Harbour Study North American Auto Tooling Spend to Drop in 2020December 1, 2019
Citing a fundamental shift in the automotive marketplace as well as reduced vehicle launches from the Detroit Three automakers, an analysis from Harbour Results, Inc. (HRI) predicts that 2020 automotive vendor tooling spend in North America will drop to $6.8 billion from an estimated $8.7 billion in 2019.
“This year was a culmination of significant change and instability in the automotive marketplace,” says Laurie Harbour, president and CEO of HRI, commenting on the Harbour IQ study that examines the current state of the automotive vendor tooling industry. “From unique mobility models and new automakers to advancing electrification and autonomous technologies to uncertainty in the economy and global trade landscape, the only thing we are certain of is that the industry will continue to change at a rapid rate. This is impacting automaker profitability, which means that platforms will be commonized, trim models will be eliminated and OEMs will be leveraging reductive design to save money. These factors are significantly impacting the health of the North American tool and die industry and resulting in reduced tooling spend.”
The decreased number of North American vehicles to be sourced for production in 2020―45 total―represents the key factor in the forecast for a reduced tooling spend. Furthermore, the Detroit Three automakers, who source most of their tools in this region, are expected to source only 13 vehicles in 2020, representing approximately $3.1 billion in tooling spend. Further, Harbour IQ estimates North American tooling spend in 2021 to be $7.3 billion.
Also, HRI predicts that the automotive tooling spend in the region will drop from an annual average of $8-10 billion to $6.5-8 billion for the next three to five years. Additionally, as a result of reduced tooling spend and economic instability, HRI forecasts that as many as 75 mold and die shops in the region will close during that same time frame. “This forecast is difficult for us to share,” Harbour says. “We are passionate about helping the North American manufacturing industry remain competitive. However, the ongoing marketplace change and competition from low-cost countries―specifically China―already has impacted tool and die makers.
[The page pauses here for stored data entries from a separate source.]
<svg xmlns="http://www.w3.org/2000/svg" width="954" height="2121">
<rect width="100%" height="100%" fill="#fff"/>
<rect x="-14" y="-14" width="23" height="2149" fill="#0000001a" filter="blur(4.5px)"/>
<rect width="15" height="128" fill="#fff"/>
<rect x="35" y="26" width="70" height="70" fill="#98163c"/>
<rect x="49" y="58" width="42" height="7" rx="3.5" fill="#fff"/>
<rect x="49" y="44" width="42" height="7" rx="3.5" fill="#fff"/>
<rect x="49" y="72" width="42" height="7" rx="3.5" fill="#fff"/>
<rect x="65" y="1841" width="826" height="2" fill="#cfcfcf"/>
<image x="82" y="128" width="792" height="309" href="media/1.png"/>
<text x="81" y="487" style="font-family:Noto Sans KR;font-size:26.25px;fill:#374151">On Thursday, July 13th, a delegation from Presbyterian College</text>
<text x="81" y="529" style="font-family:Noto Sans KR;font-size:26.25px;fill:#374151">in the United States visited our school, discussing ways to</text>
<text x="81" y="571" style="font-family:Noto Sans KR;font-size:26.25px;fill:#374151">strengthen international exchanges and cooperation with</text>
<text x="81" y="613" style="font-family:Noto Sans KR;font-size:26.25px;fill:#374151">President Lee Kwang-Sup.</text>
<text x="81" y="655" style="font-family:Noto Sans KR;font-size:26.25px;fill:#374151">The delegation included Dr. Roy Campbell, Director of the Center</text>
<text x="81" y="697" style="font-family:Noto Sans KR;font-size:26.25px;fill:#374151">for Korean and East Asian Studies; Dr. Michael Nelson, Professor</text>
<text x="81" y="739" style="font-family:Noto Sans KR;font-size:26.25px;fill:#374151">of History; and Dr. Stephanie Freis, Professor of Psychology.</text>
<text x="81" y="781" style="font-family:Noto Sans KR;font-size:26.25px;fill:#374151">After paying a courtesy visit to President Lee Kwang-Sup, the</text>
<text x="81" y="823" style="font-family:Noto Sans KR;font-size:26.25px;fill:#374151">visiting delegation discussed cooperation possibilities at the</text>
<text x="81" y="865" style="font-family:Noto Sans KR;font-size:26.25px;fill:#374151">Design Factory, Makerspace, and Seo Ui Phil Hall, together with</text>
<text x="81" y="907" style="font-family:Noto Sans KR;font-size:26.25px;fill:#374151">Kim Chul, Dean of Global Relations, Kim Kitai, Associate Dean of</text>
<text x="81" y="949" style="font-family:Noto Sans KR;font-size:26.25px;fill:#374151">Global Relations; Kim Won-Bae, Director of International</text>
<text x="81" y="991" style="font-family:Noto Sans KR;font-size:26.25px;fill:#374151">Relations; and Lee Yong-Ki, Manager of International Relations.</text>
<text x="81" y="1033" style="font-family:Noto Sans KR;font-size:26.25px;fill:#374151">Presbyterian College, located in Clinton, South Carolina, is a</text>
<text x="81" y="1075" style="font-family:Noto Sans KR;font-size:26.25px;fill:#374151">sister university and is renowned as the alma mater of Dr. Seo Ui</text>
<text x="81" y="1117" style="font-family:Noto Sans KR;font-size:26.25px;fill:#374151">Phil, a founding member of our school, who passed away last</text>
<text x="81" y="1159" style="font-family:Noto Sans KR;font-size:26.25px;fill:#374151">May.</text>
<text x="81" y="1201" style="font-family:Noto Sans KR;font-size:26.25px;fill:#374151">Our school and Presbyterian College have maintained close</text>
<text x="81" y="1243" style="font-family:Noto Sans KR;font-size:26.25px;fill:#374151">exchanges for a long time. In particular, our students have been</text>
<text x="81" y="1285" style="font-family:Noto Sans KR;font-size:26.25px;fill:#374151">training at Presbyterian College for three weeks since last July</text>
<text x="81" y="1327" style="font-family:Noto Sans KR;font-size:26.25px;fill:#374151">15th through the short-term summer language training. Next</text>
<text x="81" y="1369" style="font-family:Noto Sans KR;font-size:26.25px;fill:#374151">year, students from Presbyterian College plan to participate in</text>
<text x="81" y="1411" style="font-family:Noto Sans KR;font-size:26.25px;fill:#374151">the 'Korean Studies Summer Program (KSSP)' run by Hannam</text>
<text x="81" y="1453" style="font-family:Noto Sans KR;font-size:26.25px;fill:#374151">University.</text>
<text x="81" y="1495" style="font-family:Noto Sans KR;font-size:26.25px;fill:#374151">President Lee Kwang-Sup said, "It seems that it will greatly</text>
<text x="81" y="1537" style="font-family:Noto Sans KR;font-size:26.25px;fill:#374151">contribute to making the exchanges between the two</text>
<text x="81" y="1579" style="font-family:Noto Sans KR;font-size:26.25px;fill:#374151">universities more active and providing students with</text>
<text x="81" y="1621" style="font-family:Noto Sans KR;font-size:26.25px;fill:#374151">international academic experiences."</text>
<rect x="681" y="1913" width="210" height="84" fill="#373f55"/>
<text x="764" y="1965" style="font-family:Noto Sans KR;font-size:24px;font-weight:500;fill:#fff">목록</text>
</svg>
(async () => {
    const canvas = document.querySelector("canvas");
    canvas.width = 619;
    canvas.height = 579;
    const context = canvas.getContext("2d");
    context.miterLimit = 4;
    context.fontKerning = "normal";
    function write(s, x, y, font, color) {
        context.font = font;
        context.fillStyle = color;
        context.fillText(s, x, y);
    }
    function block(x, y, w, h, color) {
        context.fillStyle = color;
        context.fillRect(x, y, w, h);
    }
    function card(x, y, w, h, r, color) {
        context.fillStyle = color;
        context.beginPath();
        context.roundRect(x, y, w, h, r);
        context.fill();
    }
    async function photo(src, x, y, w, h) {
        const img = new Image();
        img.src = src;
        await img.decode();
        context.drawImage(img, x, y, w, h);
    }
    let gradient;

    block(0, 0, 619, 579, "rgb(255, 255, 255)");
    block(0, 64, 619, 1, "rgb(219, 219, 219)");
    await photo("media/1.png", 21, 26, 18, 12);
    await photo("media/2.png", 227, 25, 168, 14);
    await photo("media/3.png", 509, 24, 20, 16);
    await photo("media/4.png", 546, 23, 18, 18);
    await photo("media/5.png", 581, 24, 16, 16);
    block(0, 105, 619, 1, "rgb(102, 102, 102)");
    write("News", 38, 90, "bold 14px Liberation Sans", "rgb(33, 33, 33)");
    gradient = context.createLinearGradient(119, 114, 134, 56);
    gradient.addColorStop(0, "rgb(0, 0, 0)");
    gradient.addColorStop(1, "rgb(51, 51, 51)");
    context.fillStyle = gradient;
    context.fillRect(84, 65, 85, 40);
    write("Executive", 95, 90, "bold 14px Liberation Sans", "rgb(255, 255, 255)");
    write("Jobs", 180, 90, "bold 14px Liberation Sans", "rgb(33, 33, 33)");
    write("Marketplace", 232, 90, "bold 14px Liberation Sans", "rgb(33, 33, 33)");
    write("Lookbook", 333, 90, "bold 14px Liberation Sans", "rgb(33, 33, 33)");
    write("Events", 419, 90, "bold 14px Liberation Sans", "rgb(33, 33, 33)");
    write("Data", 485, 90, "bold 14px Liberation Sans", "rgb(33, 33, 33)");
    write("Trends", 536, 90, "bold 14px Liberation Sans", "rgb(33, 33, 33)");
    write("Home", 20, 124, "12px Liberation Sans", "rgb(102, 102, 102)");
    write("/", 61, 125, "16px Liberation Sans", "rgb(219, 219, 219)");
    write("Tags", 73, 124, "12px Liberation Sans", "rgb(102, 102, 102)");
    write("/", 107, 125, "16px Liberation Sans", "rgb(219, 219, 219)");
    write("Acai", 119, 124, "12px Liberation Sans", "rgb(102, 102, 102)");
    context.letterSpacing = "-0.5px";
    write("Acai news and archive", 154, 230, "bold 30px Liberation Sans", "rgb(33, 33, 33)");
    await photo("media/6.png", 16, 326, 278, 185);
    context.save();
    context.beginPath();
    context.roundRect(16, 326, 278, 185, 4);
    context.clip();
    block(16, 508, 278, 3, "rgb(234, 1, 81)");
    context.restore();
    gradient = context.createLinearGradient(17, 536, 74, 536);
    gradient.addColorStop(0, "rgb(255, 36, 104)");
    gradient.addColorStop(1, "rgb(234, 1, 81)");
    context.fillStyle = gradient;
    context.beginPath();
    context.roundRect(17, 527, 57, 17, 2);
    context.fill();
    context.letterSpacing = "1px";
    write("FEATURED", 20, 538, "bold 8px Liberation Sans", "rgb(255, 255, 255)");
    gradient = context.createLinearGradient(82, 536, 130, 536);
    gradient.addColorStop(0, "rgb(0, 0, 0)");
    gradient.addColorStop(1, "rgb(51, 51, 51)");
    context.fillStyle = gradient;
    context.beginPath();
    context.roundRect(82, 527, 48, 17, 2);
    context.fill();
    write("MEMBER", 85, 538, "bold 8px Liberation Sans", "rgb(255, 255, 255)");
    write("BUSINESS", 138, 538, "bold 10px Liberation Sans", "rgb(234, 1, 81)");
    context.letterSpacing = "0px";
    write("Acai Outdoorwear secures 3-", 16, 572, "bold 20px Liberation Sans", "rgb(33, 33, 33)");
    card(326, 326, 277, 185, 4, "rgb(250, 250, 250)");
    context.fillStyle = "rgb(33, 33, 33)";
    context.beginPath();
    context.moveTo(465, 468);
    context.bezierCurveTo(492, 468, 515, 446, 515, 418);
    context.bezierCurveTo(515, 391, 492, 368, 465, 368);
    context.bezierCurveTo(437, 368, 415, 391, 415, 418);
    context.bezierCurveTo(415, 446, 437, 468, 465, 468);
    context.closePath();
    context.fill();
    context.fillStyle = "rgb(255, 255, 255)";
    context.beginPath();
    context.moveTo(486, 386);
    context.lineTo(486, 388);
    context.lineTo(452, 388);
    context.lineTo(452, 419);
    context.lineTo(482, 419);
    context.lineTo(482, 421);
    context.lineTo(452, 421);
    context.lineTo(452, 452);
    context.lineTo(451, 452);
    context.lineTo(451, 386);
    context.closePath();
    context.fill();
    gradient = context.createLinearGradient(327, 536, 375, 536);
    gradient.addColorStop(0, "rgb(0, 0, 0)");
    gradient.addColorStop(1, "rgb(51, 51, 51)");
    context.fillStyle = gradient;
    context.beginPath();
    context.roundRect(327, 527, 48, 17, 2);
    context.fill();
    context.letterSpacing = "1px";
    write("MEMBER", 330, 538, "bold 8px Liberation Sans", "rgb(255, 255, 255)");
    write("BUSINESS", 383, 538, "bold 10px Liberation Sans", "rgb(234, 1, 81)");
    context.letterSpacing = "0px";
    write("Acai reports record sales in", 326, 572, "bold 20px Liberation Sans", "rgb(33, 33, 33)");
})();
In 2019 we saw at least 10 shops close and more than 2000 workers laid off, and we see this trend continuing.
“As the tooling market contracts, it is important that shops position themselves for the future,” she continues. “Leadership needs to push for edginess and eliminate complacency, and tool shops must continue to put plans in place to shore up weaknesses, maximize technology and talent, and control costs.”